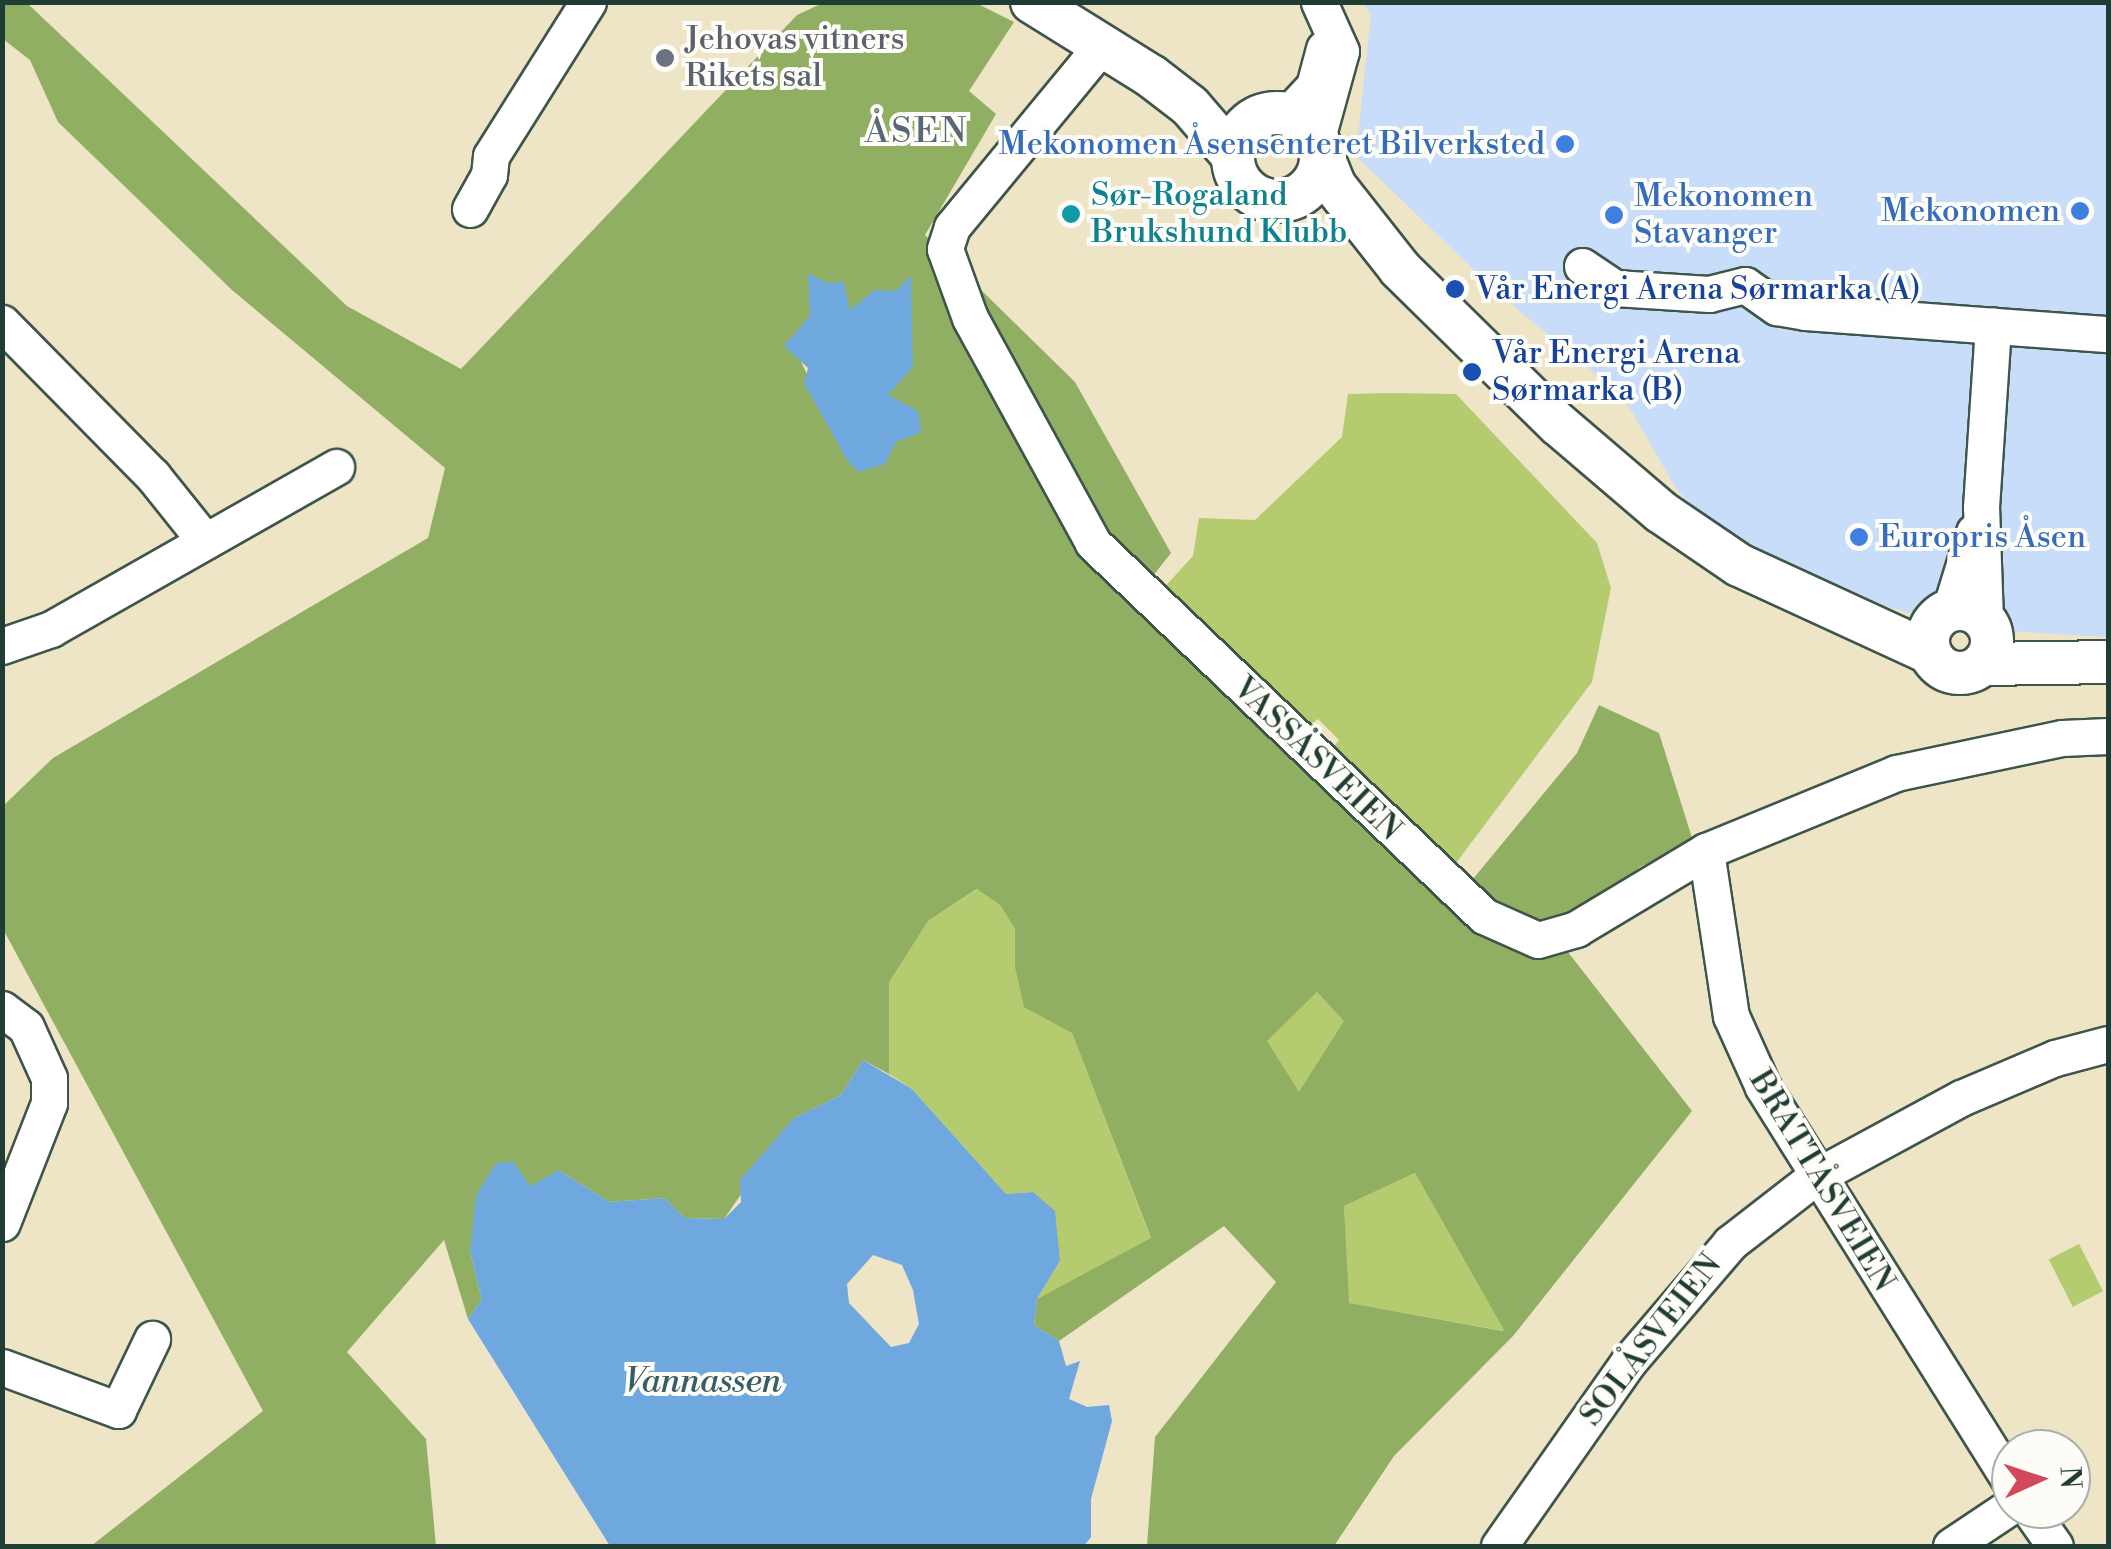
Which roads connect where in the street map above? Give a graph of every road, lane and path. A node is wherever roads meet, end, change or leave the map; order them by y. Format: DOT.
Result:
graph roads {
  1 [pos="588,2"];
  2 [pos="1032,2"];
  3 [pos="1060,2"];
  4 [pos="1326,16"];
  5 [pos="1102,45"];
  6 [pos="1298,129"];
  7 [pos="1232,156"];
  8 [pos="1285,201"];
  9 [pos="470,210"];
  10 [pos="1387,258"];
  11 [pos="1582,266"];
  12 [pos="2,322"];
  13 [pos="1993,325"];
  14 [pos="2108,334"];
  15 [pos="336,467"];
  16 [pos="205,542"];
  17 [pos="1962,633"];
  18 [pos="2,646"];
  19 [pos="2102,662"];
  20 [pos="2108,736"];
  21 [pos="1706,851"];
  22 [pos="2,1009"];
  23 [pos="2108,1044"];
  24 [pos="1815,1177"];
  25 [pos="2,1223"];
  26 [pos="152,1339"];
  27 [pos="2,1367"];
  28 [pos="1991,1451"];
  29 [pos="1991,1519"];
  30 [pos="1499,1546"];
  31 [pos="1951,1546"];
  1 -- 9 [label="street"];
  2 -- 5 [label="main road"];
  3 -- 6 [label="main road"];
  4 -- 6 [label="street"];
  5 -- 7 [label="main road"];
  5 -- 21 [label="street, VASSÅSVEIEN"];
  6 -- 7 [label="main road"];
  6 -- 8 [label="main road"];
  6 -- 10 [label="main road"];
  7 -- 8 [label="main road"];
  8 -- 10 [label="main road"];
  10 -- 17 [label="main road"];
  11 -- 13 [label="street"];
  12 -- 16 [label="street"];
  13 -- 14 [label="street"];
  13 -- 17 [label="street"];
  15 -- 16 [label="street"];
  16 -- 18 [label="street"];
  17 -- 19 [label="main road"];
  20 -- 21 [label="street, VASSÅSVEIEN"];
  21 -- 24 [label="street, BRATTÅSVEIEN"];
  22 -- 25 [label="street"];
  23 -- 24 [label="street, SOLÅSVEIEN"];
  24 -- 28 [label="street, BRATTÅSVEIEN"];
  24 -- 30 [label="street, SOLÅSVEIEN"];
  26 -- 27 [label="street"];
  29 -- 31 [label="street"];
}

----

**WORK INSTRUCTION:** Exactly one number is the answer: how many lines in the data include the word "SOLÅSVEIEN".

**RESPONSE FOR THIS EXERCISE:** 2